DESCRIPTION (provided by applicant): No one with HIV infection has been cured, regardless of the development of effective antiretroviral therapy. Nevertheless, stable remission or cure of infection is the ultimate goal of HIV therapy. The difficulties of lifelong therapy make it imperative to understand the obstacles to eradication of HIV infection. Both persistent infection of resting CD4 cells and residual viral replication despite highly active antiretroviral therapy (HAART) may prevent clearance of infection. In addition to novel antiviral drugs, agents that induce expression of latent HIV but do not enhance de novo infection are needed. Our studies suggest an approach that may augment HIV promoter and viral expression without global T cell activation. We have shown that the chromatin remodeling enzyme histone deacetylase 1 (HDAC1) plays a critical role in HIV latency. A clinically available HDAC inhibitor, valproic acid (VPA), induces outgrowth of latent HIV ex vivo without T cell activation or increased de novo HIV infection. Applying unique and established infrastructure, and with expert collaborators, our work will focus on a single specific aim. Specific Aim: Infected units per million (IUPM) resting CD4+ T cells will decline after VPA is added to suppressive HAART therapy IA: Quantitate replication-competent HIV recovered from resting CD4+ T cells in outgrowth assays: HAART plus VPA will deplete replication-competent HIV in resting CD4 cells. IB: Measure plasma HIV RNA by a supersensitive assay and quantitate replication-competent HIV in CDS-depleted PBMCs: HAART will prevent dissemination of viral infection following VPA 1C: Measure HIV-specific immunity at baseline on HAART, and after HAART plus VPA: Greater HIV-specific immune response will correlate with a steeper slope of decline of IUPM during VPA therapy. Proof-of-concept that depletion of the reservoir of HIV-infected resting CD4+ T cells is achievable could significantly alter the current approach to therapy for HIV infection.

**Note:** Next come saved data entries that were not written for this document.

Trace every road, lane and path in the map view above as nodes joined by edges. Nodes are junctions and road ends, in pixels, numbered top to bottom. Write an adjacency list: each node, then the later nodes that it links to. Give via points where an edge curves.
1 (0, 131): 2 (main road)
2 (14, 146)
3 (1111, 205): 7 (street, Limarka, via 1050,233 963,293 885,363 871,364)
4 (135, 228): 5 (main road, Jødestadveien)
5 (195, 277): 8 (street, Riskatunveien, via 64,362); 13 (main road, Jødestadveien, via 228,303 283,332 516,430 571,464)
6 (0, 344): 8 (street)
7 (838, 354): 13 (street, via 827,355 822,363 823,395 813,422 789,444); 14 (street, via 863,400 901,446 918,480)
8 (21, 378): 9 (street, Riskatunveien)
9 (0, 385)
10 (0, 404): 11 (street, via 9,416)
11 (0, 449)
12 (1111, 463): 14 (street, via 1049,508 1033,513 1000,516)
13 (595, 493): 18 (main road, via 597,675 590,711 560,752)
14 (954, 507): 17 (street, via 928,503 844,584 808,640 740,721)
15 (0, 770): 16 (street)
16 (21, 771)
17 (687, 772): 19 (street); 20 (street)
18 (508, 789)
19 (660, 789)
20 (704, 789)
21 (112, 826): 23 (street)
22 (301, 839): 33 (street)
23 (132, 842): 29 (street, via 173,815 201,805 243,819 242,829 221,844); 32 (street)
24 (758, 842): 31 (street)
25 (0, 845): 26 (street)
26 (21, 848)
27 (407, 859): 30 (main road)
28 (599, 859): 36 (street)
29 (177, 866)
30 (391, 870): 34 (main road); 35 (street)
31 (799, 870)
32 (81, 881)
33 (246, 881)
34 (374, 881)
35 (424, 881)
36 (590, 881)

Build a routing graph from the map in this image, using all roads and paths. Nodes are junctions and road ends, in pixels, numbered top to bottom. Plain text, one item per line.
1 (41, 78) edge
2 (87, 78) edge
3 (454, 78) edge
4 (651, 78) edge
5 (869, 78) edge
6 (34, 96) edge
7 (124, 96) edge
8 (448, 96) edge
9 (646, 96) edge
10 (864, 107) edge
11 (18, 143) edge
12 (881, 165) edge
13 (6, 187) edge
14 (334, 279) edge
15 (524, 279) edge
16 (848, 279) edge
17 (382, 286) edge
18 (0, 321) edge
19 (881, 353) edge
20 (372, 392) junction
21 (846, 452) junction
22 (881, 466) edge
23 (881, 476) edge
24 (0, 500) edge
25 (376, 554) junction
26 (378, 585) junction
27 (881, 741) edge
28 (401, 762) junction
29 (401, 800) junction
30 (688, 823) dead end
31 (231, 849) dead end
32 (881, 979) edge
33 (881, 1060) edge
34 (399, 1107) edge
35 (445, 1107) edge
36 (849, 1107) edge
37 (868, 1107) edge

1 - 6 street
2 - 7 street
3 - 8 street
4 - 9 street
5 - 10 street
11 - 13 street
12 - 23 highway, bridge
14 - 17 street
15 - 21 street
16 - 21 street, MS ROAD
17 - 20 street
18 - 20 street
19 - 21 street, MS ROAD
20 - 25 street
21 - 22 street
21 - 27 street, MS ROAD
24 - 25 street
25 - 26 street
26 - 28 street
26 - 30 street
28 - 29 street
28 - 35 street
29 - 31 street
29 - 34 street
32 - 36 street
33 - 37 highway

描述(由申请人提供)：无论有效的抗逆转录病毒疗法的发展如何，没有一名艾滋病毒感染者被治愈。然而，感染的稳定缓解或治愈是艾滋病毒治疗的最终目标。终身治疗的困难使得必须了解根除艾滋病毒感染的障碍。 尽管进行了高效的抗逆转录病毒治疗(HAART)，但静止的CD4细胞的持续感染和残留的病毒复制都可能阻止感染的清除。除了新的抗病毒药物外，还需要诱导潜伏的艾滋病毒表达但不会增强新发感染的药物。我们的研究提出了一种方法，可以在不激活全球T细胞的情况下增强HIV启动子和病毒的表达。 我们已经证明染色质重塑酶组蛋白脱乙酰酶1(HDAC1)在HIV潜伏期中起着关键作用。临床上可用的HDAC抑制剂丙戊酸(VPA)可以在不激活T细胞或增加新发HIV感染的情况下，在体外诱导潜伏的HIV生长。应用独特和成熟的基础设施，并与专家合作，我们的工作将集中于单一的特定目标。 具体目的：在抑制性HAART治疗中加入VPA后，静息CD4+T细胞感染单位(IUPM)将下降 IA：定量从静止的CD4+T细胞中回收具有复制能力的HIV：HAART加VPA将耗尽静止的CD4细胞中具有复制能力的HIV。 IB：用超敏方法检测血浆HIV RNA并定量检测CDS缺失的PBMC中复制能力的HIV：HAART将防止VPA后病毒感染的传播 1C：在HAART和HAART加VPA治疗后，在基线时测量HIV特异性免疫：在VPA治疗期间，更强的HIV特异性免疫反应将与IUPM下降的斜率更大相关。 概念验证表明，可以耗尽艾滋病毒感染的静止CD4+T细胞的储存库，这可能会显著改变目前治疗艾滋病毒感染的方法。